Atrazine (ATR; 2-chloro-4-ethylamino-6-isopropylamino-s-triazine) is an herbicide widely used to kill annual grasses and broadleaf weeds in crops such as corn, sorghum, and sugarcane. Studies in rodents have shown that chronic ATR exposure is associated with alterations in the nigrostriatal dopaminergic pathway such as hyperactivity, decreased striatal dopamine levels, and diminished numbers of tyrosine hydroxylase positive cells in substantia nigra pars compacta. However, the effects of ATR on neurotransmitters such as GABA and glutamate have been scarcely studied.
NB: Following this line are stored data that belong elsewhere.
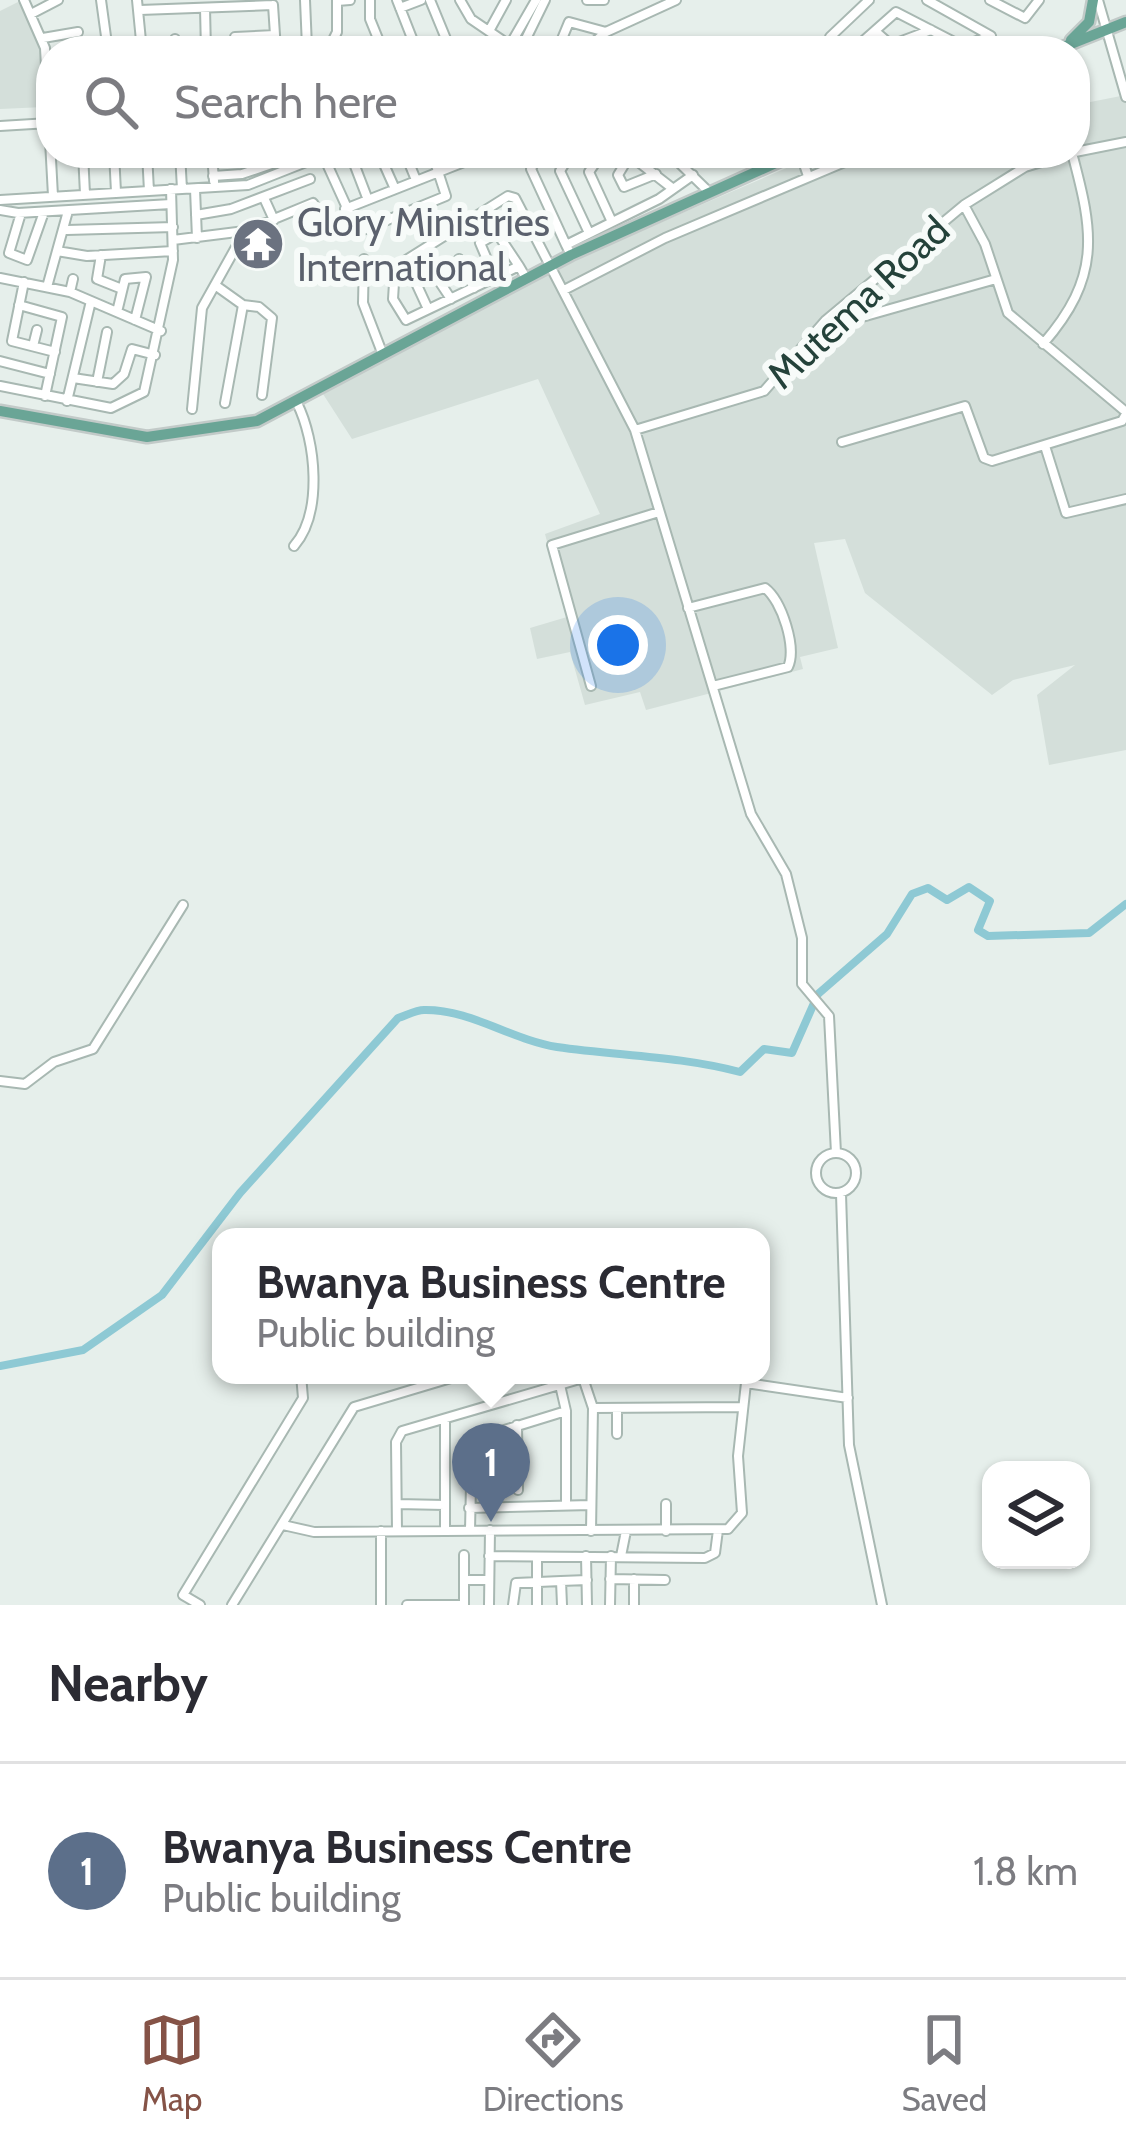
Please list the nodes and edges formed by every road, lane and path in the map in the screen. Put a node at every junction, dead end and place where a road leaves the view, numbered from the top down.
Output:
1 (24, 0) edge
2 (58, 0) edge
3 (101, 0) edge
4 (305, 0) edge
5 (350, 0) edge
6 (370, 0) edge
7 (421, 0) edge
8 (430, 0) edge
9 (460, 0) edge
10 (506, 0) edge
11 (541, 0) edge
12 (586, 0) edge
13 (604, 0) edge
14 (646, 0) edge
15 (676, 0) edge
16 (869, 0) edge
17 (927, 0) edge
18 (990, 0) edge
19 (1039, 0) edge
20 (1096, 0) edge
21 (337, 1) edge
22 (273, 2) edge
23 (398, 4) edge
24 (139, 5) edge
25 (172, 5) edge
26 (205, 8) junction
27 (651, 10) junction
28 (31, 14) junction
29 (1126, 22) edge
30 (1109, 29) junction
31 (931, 30) junction
32 (875, 31) junction
33 (78, 32) dead end
34 (489, 32) junction
35 (606, 32) junction
36 (275, 35) joint
37 (42, 36) edge
38 (55, 36) edge
39 (106, 36) edge
40 (141, 36) edge
41 (206, 36) edge
42 (255, 36) edge
43 (307, 36) edge
44 (335, 36) edge
45 (377, 36) edge
46 (411, 36) edge
47 (445, 36) edge
48 (495, 36) edge
49 (523, 36) edge
50 (563, 36) edge
51 (601, 36) edge
52 (831, 36) edge
53 (869, 36) edge
54 (881, 36) edge
55 (915, 36) edge
56 (943, 36) edge
57 (991, 36) edge
58 (1072, 36) edge
59 (1090, 36) edge
60 (1126, 97) edge
61 (36, 124) edge
62 (0, 126) edge
63 (1126, 142) edge
64 (1090, 149) edge
65 (51, 168) edge
66 (84, 168) edge
67 (115, 168) edge
68 (148, 168) edge
69 (179, 168) edge
70 (213, 168) edge
71 (257, 168) edge
72 (293, 168) edge
73 (331, 168) edge
74 (356, 168) edge
75 (386, 168) edge
76 (411, 168) edge
77 (439, 168) edge
78 (444, 168) edge
79 (533, 168) edge
80 (562, 168) edge
81 (593, 168) edge
82 (621, 168) edge
83 (648, 168) edge
84 (685, 168) edge
85 (763, 168) edge
86 (805, 168) edge
87 (828, 168) edge
88 (1023, 168) edge
89 (1076, 168) edge
90 (440, 171) junction
91 (656, 174) junction
92 (693, 175) junction
93 (808, 176) junction
94 (310, 179) dead end
95 (416, 180) junction
96 (214, 182) junction
97 (195, 188) junction
98 (672, 188) junction
99 (177, 189) junction
100 (395, 189) junction
101 (149, 190) junction
102 (708, 191) junction
103 (116, 193) junction
104 (85, 194) junction
105 (53, 196) junction
106 (264, 198) junction
107 (0, 200) edge
108 (368, 200) junction
109 (172, 204) junction
110 (964, 205) junction
111 (0, 209) edge
112 (68, 211) junction
113 (44, 212) junction
114 (346, 212) junction
115 (21, 213) junction
116 (196, 215) junction
117 (274, 220) junction
118 (173, 227) junction
119 (610, 228) junction
120 (67, 230) junction
121 (245, 231) junction
122 (589, 233) junction
123 (197, 238) junction
124 (173, 245) junction
125 (568, 250) junction
126 (57, 251) junction
127 (101, 255) junction
128 (364, 259) dead end
129 (459, 259) dead end
130 (519, 266) junction
131 (549, 266) junction
132 (494, 278) junction
133 (526, 278) junction
134 (996, 278) junction
135 (73, 279) dead end
136 (1, 281) edge
137 (25, 283) junction
138 (215, 285) junction
139 (47, 287) junction
140 (474, 288) junction
141 (122, 289) junction
142 (564, 290) junction
143 (70, 292) junction
144 (499, 292) junction
145 (451, 298) junction
146 (91, 301) junction
147 (19, 305) junction
148 (243, 305) junction
149 (843, 306) junction
150 (428, 309) junction
151 (117, 312) junction
152 (135, 320) junction
153 (37, 330) dead end
154 (107, 332) dead end
155 (161, 332) junction
156 (1043, 344) junction
157 (33, 346) junction
158 (55, 352) junction
159 (155, 355) junction
160 (383, 357) junction
161 (0, 361) edge
162 (50, 374) junction
163 (73, 378) junction
164 (97, 382) junction
165 (0, 386) edge
166 (262, 395) dead end
167 (45, 396) junction
168 (68, 401) junction
169 (225, 403) dead end
170 (297, 403) junction
171 (191, 410) dead end
172 (0, 411) edge
173 (1126, 413) edge
174 (635, 430) junction
175 (842, 442) dead end
176 (1045, 446) junction
177 (1126, 501) edge
178 (659, 512) junction
179 (294, 546) dead end
180 (688, 608) junction
181 (591, 686) dead end
182 (711, 686) junction
183 (183, 905) dead end
184 (0, 1081) edge
185 (836, 1153) junction
186 (841, 1194) junction
187 (302, 1384) edge
188 (430, 1384) edge
189 (586, 1384) edge
190 (746, 1384) edge
191 (766, 1384) edge
192 (560, 1385) joint
193 (848, 1398) junction
194 (743, 1407) junction
195 (593, 1408) junction
196 (616, 1409) junction
197 (566, 1411) junction
198 (445, 1420) junction
199 (518, 1425) junction
200 (494, 1432) junction
201 (617, 1434) dead end
202 (518, 1490) dead end
203 (397, 1504) junction
204 (445, 1504) junction
205 (566, 1504) junction
206 (666, 1504) dead end
207 (591, 1505) junction
208 (494, 1507) junction
209 (469, 1508) junction
210 (283, 1525) junction
211 (445, 1530) junction
212 (470, 1530) junction
213 (490, 1530) junction
214 (718, 1530) junction
215 (381, 1531) junction
216 (397, 1531) junction
217 (591, 1531) junction
218 (666, 1531) junction
219 (626, 1532) junction
220 (464, 1556) dead end
221 (489, 1556) junction
222 (586, 1556) junction
223 (616, 1556) junction
224 (538, 1557) junction
225 (610, 1579) junction
226 (464, 1580) junction
227 (489, 1580) junction
228 (586, 1580) junction
229 (634, 1580) junction
230 (665, 1580) dead end
231 (537, 1581) junction
232 (561, 1581) junction
233 (200, 1605) edge
234 (232, 1605) edge
235 (381, 1605) edge
236 (407, 1605) edge
237 (464, 1605) edge
238 (489, 1605) edge
239 (513, 1605) edge
240 (537, 1605) edge
241 (562, 1605) edge
242 (586, 1605) edge
243 (610, 1605) edge
244 (634, 1605) edge
245 (882, 1605) edge

1 - 28 street
2 - 28 street
3 - 39 street
4 - 43 street
5 - 21 street
6 - 45 street
7 - 23 street
8 - 47 street
9 - 34 street
10 - 34 street
11 - 49 street
12 - 13 street
14 - 27 street
15 - 27 street
16 - 52 street
17 - 57 street
18 - 19 street
20 - 30 street
20 - 58 main road
21 - 44 street
22 - 26 street
22 - 36 street
23 - 46 street
24 - 25 street
24 - 40 street
25 - 26 street
26 - 41 street
27 - 35 street
28 - 37 street
29 - 30 main road
30 - 59 main road
30 - 60 street
31 - 32 street
31 - 55 street
31 - 56 street
32 - 53 street
32 - 54 street
33 - 38 street
34 - 48 street
35 - 50 street
35 - 51 street
36 - 42 street
61 - 62 street
63 - 64 street, Mutema Road
65 - 105 street
66 - 104 street
67 - 103 street
68 - 101 street
69 - 99 street
70 - 96 street
71 - 96 street
72 - 96 street
73 - 114 street
74 - 108 street
75 - 100 street
76 - 95 street
77 - 90 street
78 - 90 street
79 - 125 street
80 - 122 street
81 - 119 street
82 - 91 street
83 - 91 street
84 - 92 street
85 - 102 main road
86 - 93 street
87 - 93 street
88 - 110 street, Mutema Road
89 - 156 street
90 - 95 street
90 - 114 street
91 - 98 street
92 - 98 street
92 - 102 street
93 - 142 street
94 - 106 street
95 - 100 street
96 - 97 street
97 - 99 street
97 - 116 street
98 - 119 street
99 - 101 street
99 - 109 street
100 - 108 street
101 - 103 street
102 - 119 main road
103 - 104 street
104 - 105 street
105 - 107 street
106 - 116 street
106 - 117 street
108 - 114 street
109 - 112 street
109 - 118 street
110 - 134 street
110 - 149 street, Mutema Road
111 - 115 street
112 - 113 street
112 - 120 street
113 - 115 street
113 - 115 street
114 - 117 street
116 - 123 street
117 - 121 street
118 - 120 street
118 - 124 street
119 - 122 street
119 - 125 main road
120 - 126 street
121 - 123 street
121 - 138 street
122 - 125 street
123 - 124 street
124 - 127 street
124 - 155 street
125 - 131 main road
126 - 127 street
126 - 139 street
127 - 141 street
128 - 160 street
129 - 140 street
130 - 132 street
130 - 132 street
130 - 133 street
131 - 133 main road
131 - 142 street
131 - 150 street
132 - 140 street
132 - 144 street
133 - 144 main road
134 - 149 street
134 - 156 street
135 - 143 street
136 - 137 street
137 - 139 street
137 - 147 street
138 - 148 street
138 - 171 street
139 - 143 street
140 - 145 street
141 - 151 street
141 - 152 street
142 - 174 street
143 - 146 street
144 - 160 main road
145 - 150 street
145 - 150 street
146 - 151 street
146 - 163 street
147 - 157 street
147 - 158 street
148 - 166 street
148 - 169 street
149 - 174 street, Mutema Road
151 - 152 street
152 - 155 street
153 - 157 street
154 - 164 street
155 - 159 street
156 - 173 street
157 - 158 street
158 - 162 street
159 - 164 street
159 - 168 street
160 - 170 main road
161 - 162 street
162 - 167 street
163 - 164 street
163 - 168 street
165 - 167 street
167 - 168 street
170 - 172 main road
170 - 179 street
173 - 176 street
174 - 178 street
175 - 176 street
176 - 177 street
178 - 180 street
178 - 181 street
180 - 182 street
180 - 182 street
182 - 185 street
183 - 184 street
185 - 186 street
185 - 186 street
186 - 193 street
187 - 233 street
188 - 210 street
189 - 195 street
190 - 194 street
191 - 193 street
192 - 197 street
192 - 198 street
193 - 245 street
194 - 196 street
194 - 214 street
195 - 196 street
195 - 207 street
196 - 201 street
197 - 199 street
197 - 205 street
198 - 203 street
198 - 204 street
199 - 200 street
199 - 202 street
200 - 208 street
200 - 209 street
203 - 204 street
203 - 216 street
204 - 211 street
205 - 207 street
205 - 208 street
206 - 218 street
207 - 217 street
208 - 209 street
209 - 212 street
210 - 215 street
210 - 234 street
211 - 212 street
211 - 216 street
212 - 213 street
213 - 217 street
213 - 221 street
214 - 218 street
214 - 223 street
215 - 216 street
215 - 235 street
217 - 219 street
218 - 219 street
219 - 223 street
220 - 226 street
221 - 224 street
221 - 227 street
222 - 223 street
222 - 224 street
222 - 228 street
223 - 225 street
224 - 231 street
225 - 229 street
225 - 243 street
226 - 227 street
226 - 237 street
227 - 238 street
228 - 232 street
228 - 242 street
229 - 230 street
229 - 244 street
231 - 232 street
231 - 239 street
231 - 240 street
232 - 241 street
236 - 237 street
To evaluate the impact of ATR on motor and anxiety tasks, tissue levels of GABA, glutamate, glutamine, and extracellular and potassium-evoked release of glutamate in the striatum, we daily exposed Sprague-Dawley male rats to 1 or 10 mg ATR/kg of body weight for 12-14 months. As previously reported, chronic ATR exposure causes hyperactivity in the group exposed to 10 mg ATR/kg and increased anxiety in both groups exposed to ATR. GABA, glutamate, and glutamine levels were differentially altered in brain regions related to nigrostriatal and mesolimbic systems, the amygdala, and the prefrontal cortex. The groups exposed to 10 mg ATR/kg showed increased extracellular levels and release of glutamate in the striatum. These neurochemical alterations could underlie the behavioral changes observed in rats. These results indicate that chronic exposure to the herbicide ATR disrupts the neurochemistry of several brain structures and could be a risk factor for the development of neurodegenerative diseases.